**EXERCISE GOAL**
Set down, word for word, every line of the material below from the one containing "Extract the road" through the one containing "Trace all roads that", but none of its pictures.

**INPUT MATERIAL**
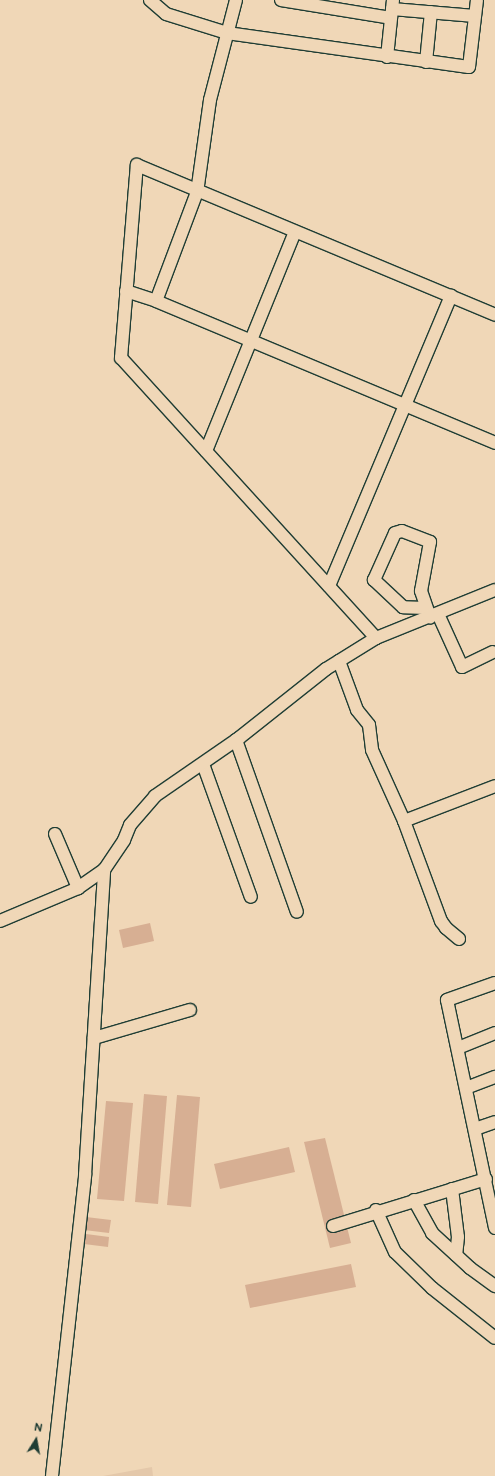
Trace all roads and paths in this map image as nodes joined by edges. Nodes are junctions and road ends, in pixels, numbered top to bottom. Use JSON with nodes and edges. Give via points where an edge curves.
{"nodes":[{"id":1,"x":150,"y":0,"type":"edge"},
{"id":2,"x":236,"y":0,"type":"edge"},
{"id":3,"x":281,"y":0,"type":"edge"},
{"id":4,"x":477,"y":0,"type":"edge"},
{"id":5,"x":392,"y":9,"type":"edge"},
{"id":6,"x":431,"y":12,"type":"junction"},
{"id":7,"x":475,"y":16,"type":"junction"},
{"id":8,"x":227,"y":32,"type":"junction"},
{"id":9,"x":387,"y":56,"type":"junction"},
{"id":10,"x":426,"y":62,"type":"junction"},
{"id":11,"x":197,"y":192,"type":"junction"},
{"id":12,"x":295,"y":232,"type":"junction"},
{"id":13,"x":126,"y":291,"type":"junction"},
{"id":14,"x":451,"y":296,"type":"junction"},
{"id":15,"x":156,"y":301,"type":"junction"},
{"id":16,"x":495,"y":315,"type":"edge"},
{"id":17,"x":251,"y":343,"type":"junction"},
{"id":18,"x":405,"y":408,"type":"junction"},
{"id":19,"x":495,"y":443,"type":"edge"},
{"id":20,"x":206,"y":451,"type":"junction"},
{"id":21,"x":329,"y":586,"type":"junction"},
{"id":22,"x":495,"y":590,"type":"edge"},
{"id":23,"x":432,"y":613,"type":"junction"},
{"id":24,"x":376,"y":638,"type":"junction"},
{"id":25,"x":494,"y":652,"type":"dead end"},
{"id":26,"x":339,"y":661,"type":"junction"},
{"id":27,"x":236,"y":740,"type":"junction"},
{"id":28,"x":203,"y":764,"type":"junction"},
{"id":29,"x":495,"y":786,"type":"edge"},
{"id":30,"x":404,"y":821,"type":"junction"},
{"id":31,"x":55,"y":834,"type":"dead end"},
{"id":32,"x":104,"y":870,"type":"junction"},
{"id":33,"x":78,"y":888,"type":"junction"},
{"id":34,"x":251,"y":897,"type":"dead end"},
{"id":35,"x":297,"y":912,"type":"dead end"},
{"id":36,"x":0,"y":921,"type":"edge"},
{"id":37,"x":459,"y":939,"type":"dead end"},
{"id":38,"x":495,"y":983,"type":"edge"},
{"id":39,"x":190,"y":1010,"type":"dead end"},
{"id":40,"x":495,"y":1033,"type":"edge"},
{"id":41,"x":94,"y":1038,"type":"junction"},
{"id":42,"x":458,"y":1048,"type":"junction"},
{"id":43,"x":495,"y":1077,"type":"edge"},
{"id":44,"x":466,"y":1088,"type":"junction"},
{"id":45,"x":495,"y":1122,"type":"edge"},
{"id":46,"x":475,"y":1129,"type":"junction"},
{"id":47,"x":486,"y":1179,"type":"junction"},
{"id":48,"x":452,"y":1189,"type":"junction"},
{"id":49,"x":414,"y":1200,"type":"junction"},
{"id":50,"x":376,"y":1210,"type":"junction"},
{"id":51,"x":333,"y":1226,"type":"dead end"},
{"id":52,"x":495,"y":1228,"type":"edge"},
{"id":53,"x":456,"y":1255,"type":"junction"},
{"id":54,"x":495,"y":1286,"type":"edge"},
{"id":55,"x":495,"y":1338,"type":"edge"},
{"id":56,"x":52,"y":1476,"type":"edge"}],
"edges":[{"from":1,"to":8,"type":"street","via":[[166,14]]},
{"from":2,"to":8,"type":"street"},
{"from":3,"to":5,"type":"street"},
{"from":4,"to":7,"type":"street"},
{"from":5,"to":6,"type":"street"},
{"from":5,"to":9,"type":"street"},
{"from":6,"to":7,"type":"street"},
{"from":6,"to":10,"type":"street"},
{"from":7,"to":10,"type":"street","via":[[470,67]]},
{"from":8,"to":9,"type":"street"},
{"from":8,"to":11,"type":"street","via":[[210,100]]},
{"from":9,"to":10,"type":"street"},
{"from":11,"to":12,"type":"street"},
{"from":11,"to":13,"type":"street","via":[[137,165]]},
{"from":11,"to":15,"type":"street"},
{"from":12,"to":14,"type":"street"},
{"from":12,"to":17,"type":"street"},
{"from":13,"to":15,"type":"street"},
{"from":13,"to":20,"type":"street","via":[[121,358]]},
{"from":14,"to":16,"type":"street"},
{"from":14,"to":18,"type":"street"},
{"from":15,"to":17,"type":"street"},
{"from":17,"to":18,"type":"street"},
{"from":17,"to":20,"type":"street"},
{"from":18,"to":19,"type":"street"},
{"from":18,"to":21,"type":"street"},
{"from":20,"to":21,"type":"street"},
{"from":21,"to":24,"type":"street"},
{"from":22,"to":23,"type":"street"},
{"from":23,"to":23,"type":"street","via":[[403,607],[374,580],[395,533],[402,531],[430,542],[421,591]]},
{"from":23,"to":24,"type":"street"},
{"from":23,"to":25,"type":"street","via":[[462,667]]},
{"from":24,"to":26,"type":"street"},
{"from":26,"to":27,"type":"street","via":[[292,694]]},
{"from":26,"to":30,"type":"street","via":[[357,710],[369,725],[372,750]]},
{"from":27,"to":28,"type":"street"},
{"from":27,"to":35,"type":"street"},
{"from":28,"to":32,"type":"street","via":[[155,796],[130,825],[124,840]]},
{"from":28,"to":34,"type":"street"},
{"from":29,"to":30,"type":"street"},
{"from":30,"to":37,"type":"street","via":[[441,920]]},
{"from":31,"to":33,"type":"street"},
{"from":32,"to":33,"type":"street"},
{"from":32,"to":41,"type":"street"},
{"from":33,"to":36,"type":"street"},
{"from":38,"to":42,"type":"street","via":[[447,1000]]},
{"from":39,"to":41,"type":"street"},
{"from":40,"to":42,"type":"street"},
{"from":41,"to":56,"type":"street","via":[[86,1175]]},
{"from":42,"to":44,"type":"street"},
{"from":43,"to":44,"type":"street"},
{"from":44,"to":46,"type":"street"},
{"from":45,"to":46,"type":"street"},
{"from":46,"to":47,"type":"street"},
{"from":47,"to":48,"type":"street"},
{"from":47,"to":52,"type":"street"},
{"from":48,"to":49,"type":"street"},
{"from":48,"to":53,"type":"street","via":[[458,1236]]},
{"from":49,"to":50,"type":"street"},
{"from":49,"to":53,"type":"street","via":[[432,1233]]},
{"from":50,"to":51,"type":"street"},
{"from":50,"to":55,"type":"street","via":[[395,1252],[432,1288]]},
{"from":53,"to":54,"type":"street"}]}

--

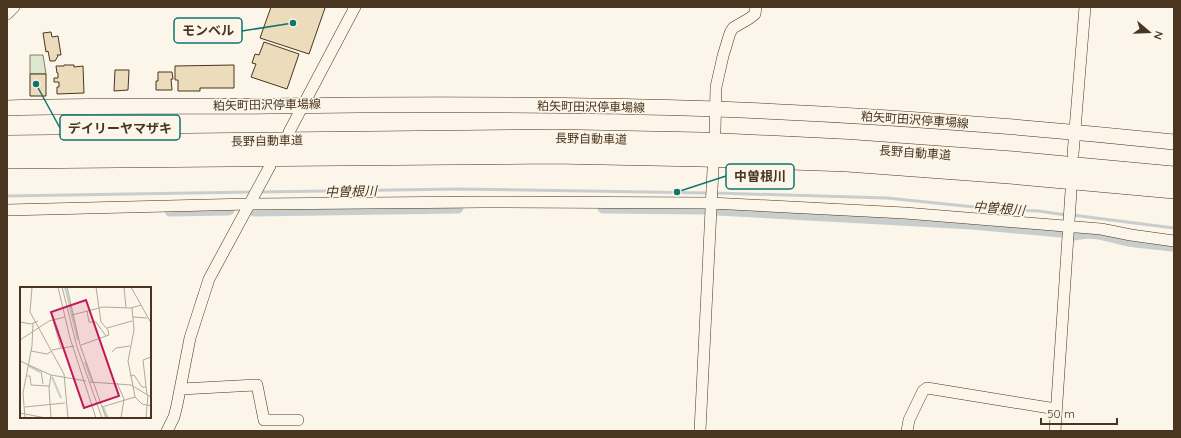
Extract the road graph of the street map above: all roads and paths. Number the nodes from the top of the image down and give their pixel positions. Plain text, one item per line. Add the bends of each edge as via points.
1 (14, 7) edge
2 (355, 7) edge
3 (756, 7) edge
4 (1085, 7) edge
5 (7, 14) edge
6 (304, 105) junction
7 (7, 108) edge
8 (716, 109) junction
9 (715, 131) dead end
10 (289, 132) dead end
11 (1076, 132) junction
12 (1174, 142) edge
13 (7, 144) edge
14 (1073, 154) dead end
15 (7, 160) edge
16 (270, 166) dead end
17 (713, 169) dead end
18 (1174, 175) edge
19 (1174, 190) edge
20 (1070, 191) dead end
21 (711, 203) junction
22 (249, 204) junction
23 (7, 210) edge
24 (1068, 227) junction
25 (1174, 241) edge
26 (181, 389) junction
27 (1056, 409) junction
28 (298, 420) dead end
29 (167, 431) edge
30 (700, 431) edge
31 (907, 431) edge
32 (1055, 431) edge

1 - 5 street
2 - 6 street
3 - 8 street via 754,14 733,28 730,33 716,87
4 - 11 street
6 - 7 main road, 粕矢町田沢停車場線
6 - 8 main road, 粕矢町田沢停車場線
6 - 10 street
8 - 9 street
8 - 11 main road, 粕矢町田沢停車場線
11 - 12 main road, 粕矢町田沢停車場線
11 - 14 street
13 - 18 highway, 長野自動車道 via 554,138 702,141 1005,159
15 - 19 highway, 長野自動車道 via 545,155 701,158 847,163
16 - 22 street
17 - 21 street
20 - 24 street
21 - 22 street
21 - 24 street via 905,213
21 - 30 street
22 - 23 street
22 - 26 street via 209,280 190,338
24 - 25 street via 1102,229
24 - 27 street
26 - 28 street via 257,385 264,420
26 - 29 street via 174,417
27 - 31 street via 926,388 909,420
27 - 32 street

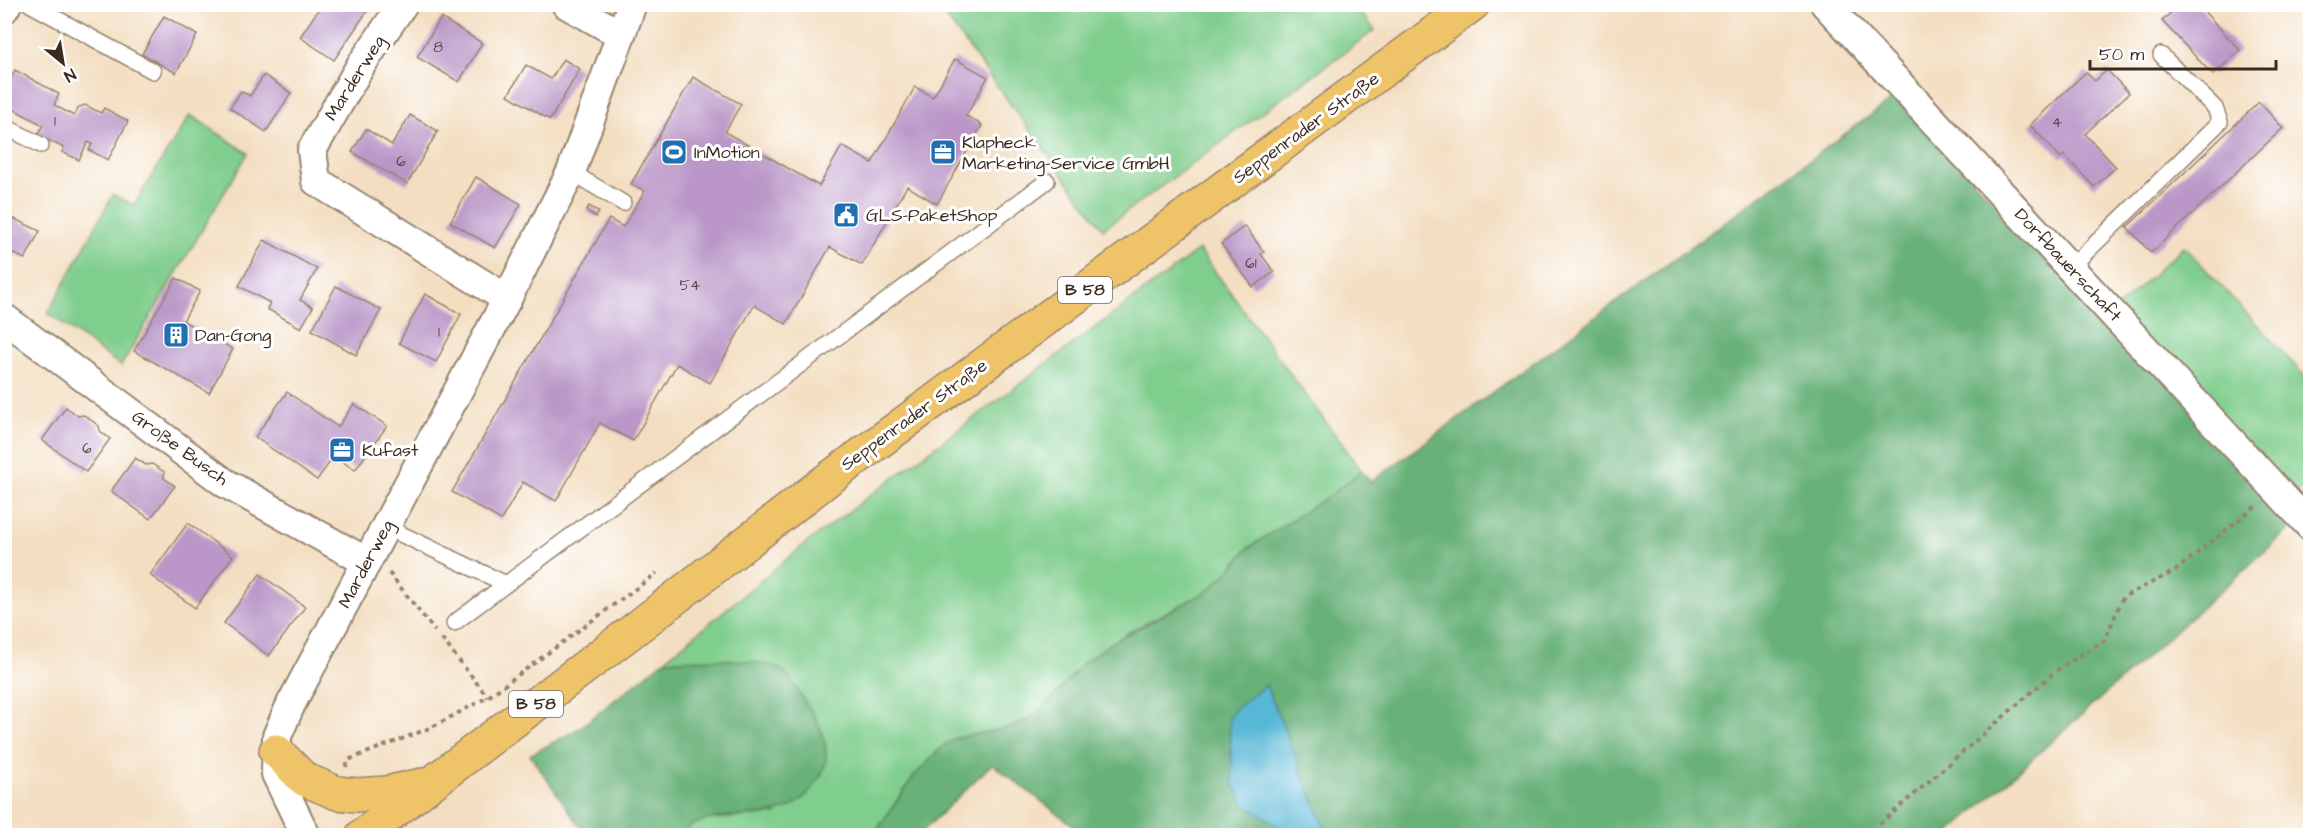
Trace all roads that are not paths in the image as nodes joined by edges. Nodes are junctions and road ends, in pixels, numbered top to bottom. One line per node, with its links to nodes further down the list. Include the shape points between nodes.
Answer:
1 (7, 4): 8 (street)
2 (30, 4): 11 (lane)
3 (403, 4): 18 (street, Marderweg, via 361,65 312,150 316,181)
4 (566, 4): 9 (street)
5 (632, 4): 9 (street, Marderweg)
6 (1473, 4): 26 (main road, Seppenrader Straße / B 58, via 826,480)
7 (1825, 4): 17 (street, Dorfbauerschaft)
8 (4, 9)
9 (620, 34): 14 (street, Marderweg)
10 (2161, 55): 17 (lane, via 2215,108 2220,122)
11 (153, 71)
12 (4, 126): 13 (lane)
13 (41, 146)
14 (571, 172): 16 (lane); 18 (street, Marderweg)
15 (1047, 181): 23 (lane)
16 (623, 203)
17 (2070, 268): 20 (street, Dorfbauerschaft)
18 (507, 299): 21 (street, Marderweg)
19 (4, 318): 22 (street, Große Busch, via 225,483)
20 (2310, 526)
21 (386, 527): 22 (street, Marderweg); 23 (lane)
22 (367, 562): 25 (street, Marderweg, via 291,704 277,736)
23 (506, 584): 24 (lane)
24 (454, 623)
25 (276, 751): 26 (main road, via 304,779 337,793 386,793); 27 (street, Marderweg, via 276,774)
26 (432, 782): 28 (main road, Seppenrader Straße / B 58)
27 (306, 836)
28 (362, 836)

**TASK RESPONSE**
Extract the road graph of the street map above: all roads and paths. Number the nodes from the top of the image down and give their pixel positions. Plain text, one item per line. Add the bends of each edge as via points.
1 (14, 7) edge
2 (355, 7) edge
3 (756, 7) edge
4 (1085, 7) edge
5 (7, 14) edge
6 (304, 105) junction
7 (7, 108) edge
8 (716, 109) junction
9 (715, 131) dead end
10 (289, 132) dead end
11 (1076, 132) junction
12 (1174, 142) edge
13 (7, 144) edge
14 (1073, 154) dead end
15 (7, 160) edge
16 (270, 166) dead end
17 (713, 169) dead end
18 (1174, 175) edge
19 (1174, 190) edge
20 (1070, 191) dead end
21 (711, 203) junction
22 (249, 204) junction
23 (7, 210) edge
24 (1068, 227) junction
25 (1174, 241) edge
26 (181, 389) junction
27 (1056, 409) junction
28 (298, 420) dead end
29 (167, 431) edge
30 (700, 431) edge
31 (907, 431) edge
32 (1055, 431) edge

1 - 5 street
2 - 6 street
3 - 8 street via 754,14 733,28 730,33 716,87
4 - 11 street
6 - 7 main road, 粕矢町田沢停車場線
6 - 8 main road, 粕矢町田沢停車場線
6 - 10 street
8 - 9 street
8 - 11 main road, 粕矢町田沢停車場線
11 - 12 main road, 粕矢町田沢停車場線
11 - 14 street
13 - 18 highway, 長野自動車道 via 554,138 702,141 1005,159
15 - 19 highway, 長野自動車道 via 545,155 701,158 847,163
16 - 22 street
17 - 21 street
20 - 24 street
21 - 22 street
21 - 24 street via 905,213
21 - 30 street
22 - 23 street
22 - 26 street via 209,280 190,338
24 - 25 street via 1102,229
24 - 27 street
26 - 28 street via 257,385 264,420
26 - 29 street via 174,417
27 - 31 street via 926,388 909,420
27 - 32 street

Trace all roads that are not paths in the image as nodes joined by edges. Nodes are junctions and road ends, in pixels, numbered top to bottom. One line per node, with its links to nodes further down the list. Include the shape points between nodes.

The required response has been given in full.